2.2 Tujuan Masyarakat Ekonomi ASEAN
2015
Pembentukan masyarakat ekonomi ASEAN tersebut
bertujuan untuk meningtakan kesejahteraan seluruh anggota ASEAN sehingga mampu menghadapi
persaingan pada lingkup regional dan global. Hal ini merupakan suatu kemajuan
yang sangat nignifikan sebagai respon terhadap care of human security yang mencangkup keamana ekonomi, keamanan
pangan, keamanan kesehatan, dan keamanan politik.

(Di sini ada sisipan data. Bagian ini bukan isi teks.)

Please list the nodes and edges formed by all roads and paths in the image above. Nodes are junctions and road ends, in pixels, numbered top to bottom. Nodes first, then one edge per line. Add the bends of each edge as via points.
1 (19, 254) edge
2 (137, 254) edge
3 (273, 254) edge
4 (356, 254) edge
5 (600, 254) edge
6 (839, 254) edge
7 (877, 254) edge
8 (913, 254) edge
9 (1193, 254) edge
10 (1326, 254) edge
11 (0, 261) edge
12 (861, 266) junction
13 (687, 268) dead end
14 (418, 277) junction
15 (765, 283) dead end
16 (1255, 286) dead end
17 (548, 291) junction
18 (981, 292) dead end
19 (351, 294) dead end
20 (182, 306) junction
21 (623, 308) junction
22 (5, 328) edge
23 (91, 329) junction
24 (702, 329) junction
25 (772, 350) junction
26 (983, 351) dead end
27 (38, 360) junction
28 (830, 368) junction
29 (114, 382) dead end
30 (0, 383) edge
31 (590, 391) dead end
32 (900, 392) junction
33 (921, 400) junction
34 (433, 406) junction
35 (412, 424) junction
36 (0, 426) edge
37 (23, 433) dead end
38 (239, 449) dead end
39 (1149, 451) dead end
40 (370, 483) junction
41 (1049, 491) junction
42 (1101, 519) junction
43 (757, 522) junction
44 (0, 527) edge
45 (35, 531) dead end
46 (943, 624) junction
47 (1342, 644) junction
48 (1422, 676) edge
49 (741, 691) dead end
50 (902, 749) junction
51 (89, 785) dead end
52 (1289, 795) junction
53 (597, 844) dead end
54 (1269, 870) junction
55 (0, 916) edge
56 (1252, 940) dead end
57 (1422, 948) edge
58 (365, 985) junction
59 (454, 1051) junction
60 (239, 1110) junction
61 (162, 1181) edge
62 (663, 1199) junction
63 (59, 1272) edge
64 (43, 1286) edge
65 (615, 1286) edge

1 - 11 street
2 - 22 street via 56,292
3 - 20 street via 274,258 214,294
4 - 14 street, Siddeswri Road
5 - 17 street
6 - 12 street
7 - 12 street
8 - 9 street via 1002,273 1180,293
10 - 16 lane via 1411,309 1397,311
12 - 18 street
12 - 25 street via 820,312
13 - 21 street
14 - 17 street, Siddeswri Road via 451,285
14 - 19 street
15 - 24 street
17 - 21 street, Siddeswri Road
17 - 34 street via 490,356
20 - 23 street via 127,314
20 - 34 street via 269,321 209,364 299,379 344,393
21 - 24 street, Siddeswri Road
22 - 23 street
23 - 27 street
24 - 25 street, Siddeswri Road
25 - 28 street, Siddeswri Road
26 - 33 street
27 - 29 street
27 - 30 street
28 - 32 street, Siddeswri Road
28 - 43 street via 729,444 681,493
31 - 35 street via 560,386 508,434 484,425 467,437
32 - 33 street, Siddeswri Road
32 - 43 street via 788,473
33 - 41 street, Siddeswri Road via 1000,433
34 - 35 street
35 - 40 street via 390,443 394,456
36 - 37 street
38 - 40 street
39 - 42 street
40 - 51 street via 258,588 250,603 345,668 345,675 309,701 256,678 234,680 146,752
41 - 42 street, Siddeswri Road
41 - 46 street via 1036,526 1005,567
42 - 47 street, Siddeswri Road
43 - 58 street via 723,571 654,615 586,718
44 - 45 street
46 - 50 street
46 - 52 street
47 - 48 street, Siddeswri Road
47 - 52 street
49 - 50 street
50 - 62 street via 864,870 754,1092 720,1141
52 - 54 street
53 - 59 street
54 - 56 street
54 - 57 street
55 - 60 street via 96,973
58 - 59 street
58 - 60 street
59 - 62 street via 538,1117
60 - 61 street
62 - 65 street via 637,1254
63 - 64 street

Indonesia akan memasuki era Masyarakat
Ekonomi ASEAN 2015, dimana dengan tujuan yang baik itu diharapkan mampu membawa
perubahan untuk pertumbuhan ekonomi di Indonesia agar lebih baik. Apabila kita
melihat lebih jauh dibalik tujuan utnuk meningkatkan stabilitas perekonomian
antar Negara ASEAN artinya sisi lain yang dapat kita lihat bahwa sama saja
seperti meliberalisasikan arus barang, tenaga kerja, investasi dan modal. Liberalisasi
arus barang artinya akan menjadi pengurangan dan penghilangan hambatan tariff.
Liberalisasi modal akan dilakuakn dengan meniadakan aturan administrasi yang
menghambat penanaman modal, artinya semua orang yang masuk kawasan ASEAN dapat
menanamkan modalnya dinegara ASEAN secara lebih mudah. Selain itu adanya
liberalisasi tenaga kerja dimana kita bebas mencari lapangan pekerjaan tidak
hanya di dalam negeri melainkan dikawasan ASEAN.
2.3 Sertifikasi Profesi di Bidang
Pariwisata
Menurut Peraturan Pemerintah No. 52
Tahun 2012 tentang sertifikasi kompetensi dan sertifikasi usaha di bidang
pariwisata bahwa Sertifikasi Kompetensi di Bidang
Pariwisata adalah proses pemberian sertifikat kompetensi di bidang
kepariwisataan yang dilakukan secara sistematis dan objektif melalui uji
kompetensi sesuai Standar Kompetensi Kerja Nasional Indonesia, standar
internasional dan/atau standar khusus.
Mengacu pada UU No. 10 2009 Tentang
Kepariwisataan bahwa mulai Tahun 2014 Kementerian Pariwisata dan Ekonomi
Kreatif mewajibkan para pekerja pariwisata untuk menguji kompetensi dan Peraturan
Pemerintah No. 52 Tahun 2012 tentang Sertifikasi Kompetensi di Bidang
Pariwisata, yang menyatakan pengusaha pariwisata wajib memperkejakan tenaga
kerja yang telah memiliki Sertikat Kompetensi di Bidang Pariwisata.
2.4 Kesiapan Indonesaia Dalam
Menghadapai Masyarakat Ekonomi ASEAN (MEA) 2015
Sebagai salah satu dari tiga pilar utama
ASEAN community 2015, Masyarakat
Ekonomi ASEAN yang dibentuk dengan misi menjadikan perekonomian di ASEAN
menjadi lebih baik serta mampu bersaing dengan Negara-negara yang
perekonomiannya lebih maju dibandingkan dengan kondisi Negara ASEAN saat ini.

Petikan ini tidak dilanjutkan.